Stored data
+---+

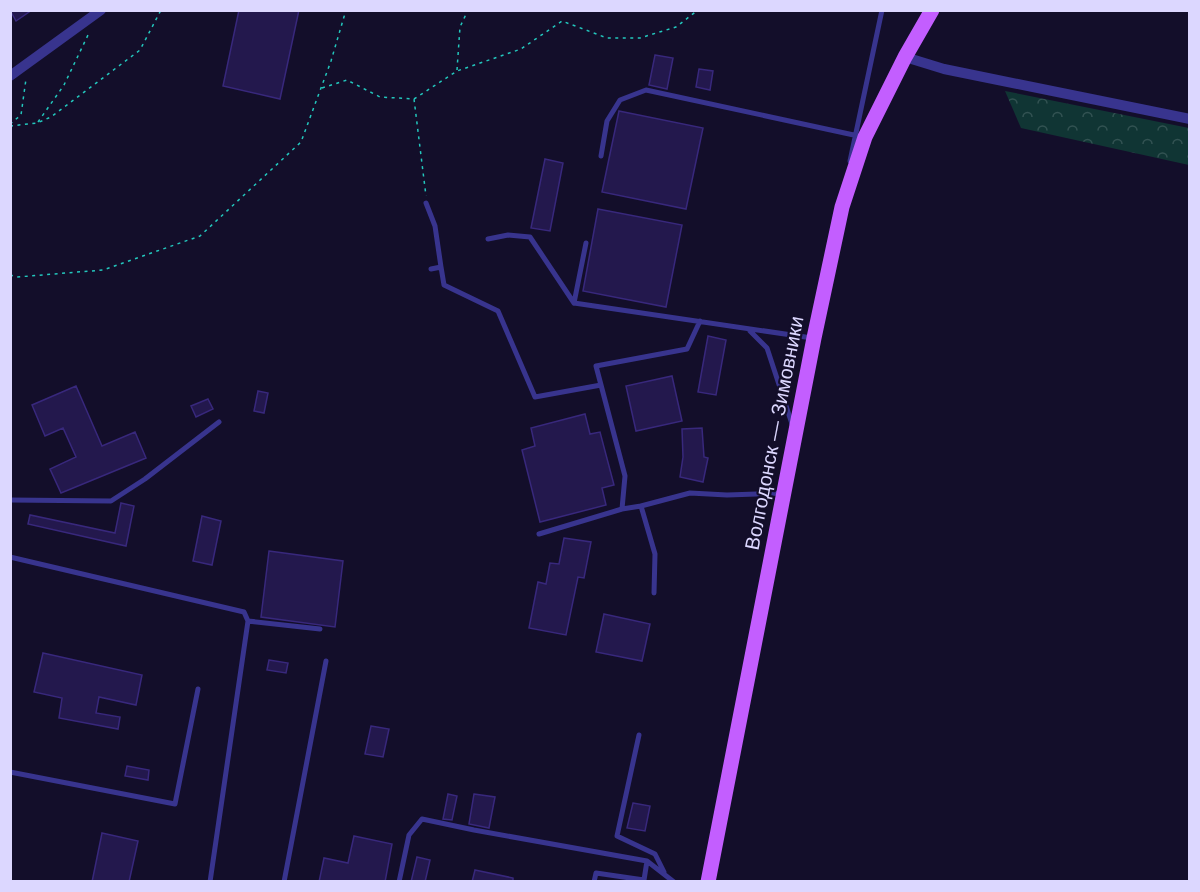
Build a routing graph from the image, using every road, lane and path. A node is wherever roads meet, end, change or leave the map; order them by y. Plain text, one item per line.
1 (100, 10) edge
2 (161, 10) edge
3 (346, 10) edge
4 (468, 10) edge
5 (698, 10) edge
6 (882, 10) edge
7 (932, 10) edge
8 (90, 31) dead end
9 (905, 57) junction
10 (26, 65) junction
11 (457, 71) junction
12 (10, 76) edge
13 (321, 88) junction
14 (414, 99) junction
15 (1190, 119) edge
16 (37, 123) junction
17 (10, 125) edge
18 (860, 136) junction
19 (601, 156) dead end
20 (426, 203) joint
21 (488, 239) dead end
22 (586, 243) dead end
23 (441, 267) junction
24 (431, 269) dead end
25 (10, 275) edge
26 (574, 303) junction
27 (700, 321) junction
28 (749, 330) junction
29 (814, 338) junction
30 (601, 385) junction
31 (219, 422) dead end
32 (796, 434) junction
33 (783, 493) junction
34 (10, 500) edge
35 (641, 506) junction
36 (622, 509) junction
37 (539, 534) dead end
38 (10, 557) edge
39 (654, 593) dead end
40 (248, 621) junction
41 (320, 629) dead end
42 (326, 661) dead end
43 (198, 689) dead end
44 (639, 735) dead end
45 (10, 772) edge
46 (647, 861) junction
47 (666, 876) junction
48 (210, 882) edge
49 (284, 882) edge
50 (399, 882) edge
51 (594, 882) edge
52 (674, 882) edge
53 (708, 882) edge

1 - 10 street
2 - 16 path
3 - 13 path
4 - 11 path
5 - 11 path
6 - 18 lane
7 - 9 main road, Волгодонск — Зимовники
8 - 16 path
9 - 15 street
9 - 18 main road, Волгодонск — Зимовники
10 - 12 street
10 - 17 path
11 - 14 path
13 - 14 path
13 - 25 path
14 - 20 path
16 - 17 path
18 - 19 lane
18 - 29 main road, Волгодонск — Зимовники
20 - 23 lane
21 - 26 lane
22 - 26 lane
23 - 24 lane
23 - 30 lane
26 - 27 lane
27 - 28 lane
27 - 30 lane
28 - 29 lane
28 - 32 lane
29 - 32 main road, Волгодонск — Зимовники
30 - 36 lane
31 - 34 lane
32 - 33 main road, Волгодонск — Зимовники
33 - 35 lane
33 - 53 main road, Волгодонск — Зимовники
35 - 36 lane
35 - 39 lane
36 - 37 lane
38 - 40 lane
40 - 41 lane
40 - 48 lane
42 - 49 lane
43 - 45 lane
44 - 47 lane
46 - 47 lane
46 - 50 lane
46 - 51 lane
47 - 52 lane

+---+

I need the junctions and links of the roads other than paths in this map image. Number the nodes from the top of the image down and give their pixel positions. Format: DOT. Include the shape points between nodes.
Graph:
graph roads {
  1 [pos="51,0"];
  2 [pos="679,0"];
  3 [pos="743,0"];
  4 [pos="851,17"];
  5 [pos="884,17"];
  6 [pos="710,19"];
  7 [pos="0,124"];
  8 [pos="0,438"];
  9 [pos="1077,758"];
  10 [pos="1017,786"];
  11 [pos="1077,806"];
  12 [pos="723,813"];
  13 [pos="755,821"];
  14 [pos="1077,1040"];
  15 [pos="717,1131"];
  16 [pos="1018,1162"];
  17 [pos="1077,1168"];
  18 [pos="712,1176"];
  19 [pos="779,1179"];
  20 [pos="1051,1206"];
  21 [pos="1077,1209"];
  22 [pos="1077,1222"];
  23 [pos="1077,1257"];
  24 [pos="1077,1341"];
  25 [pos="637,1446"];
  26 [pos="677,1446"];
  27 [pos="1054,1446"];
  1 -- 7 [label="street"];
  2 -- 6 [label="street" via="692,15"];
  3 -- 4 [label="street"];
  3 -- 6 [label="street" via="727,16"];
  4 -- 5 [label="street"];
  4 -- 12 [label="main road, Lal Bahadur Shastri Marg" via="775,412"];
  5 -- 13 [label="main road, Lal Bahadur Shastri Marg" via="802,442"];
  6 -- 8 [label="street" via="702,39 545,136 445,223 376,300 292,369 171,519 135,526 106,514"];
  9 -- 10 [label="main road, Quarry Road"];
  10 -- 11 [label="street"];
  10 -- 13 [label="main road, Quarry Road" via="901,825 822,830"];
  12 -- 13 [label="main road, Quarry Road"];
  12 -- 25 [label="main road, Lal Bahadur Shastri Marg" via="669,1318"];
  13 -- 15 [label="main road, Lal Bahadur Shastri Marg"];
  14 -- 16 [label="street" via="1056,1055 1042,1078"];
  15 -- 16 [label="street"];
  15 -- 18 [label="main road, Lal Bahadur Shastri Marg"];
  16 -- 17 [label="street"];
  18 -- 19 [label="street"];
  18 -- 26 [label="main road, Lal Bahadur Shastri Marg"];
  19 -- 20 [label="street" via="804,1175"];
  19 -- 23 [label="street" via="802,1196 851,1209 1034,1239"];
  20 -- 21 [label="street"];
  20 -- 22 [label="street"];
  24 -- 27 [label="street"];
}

+---+

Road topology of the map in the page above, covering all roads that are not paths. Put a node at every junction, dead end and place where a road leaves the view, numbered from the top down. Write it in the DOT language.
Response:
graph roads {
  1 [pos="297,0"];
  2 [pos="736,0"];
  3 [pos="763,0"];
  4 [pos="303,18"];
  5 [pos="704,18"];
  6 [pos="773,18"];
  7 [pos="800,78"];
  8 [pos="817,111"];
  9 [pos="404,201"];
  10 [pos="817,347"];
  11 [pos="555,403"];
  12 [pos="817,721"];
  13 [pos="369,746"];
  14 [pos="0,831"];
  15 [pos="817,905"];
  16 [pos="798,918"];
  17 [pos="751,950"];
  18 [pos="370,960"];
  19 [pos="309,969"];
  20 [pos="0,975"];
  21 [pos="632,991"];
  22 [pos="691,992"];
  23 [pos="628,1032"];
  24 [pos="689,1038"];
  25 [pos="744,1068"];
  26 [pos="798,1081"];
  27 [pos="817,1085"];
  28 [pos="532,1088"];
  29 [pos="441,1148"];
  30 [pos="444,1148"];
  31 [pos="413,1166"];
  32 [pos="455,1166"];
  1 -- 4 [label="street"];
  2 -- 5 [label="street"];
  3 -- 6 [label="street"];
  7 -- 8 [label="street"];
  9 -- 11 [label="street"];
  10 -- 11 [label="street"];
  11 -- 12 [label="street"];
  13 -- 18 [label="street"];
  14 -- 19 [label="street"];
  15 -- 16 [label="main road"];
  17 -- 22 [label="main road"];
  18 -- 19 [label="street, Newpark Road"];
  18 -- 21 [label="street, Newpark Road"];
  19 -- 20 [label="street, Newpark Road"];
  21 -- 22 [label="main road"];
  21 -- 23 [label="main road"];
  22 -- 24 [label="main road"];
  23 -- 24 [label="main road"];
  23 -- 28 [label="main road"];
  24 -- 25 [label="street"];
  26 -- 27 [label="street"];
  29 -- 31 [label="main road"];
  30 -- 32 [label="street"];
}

+---+

What the exercise asks: Return each line of the data where the word "from" appears.

Answer:
Build a routing graph from the image, using every road, lane and path. A node is wherever roads meet, end, change or leave the map; order them by y. Plain text, one item per line.
I need the junctions and links of the roads other than paths in this map image. Number the nodes from the top of the image down and give their pixel positions. Format: DOT. Include the shape points between nodes.
Road topology of the map in the page above, covering all roads that are not paths. Put a node at every junction, dead end and place where a road leaves the view, numbered from the top down. Write it in the DOT language.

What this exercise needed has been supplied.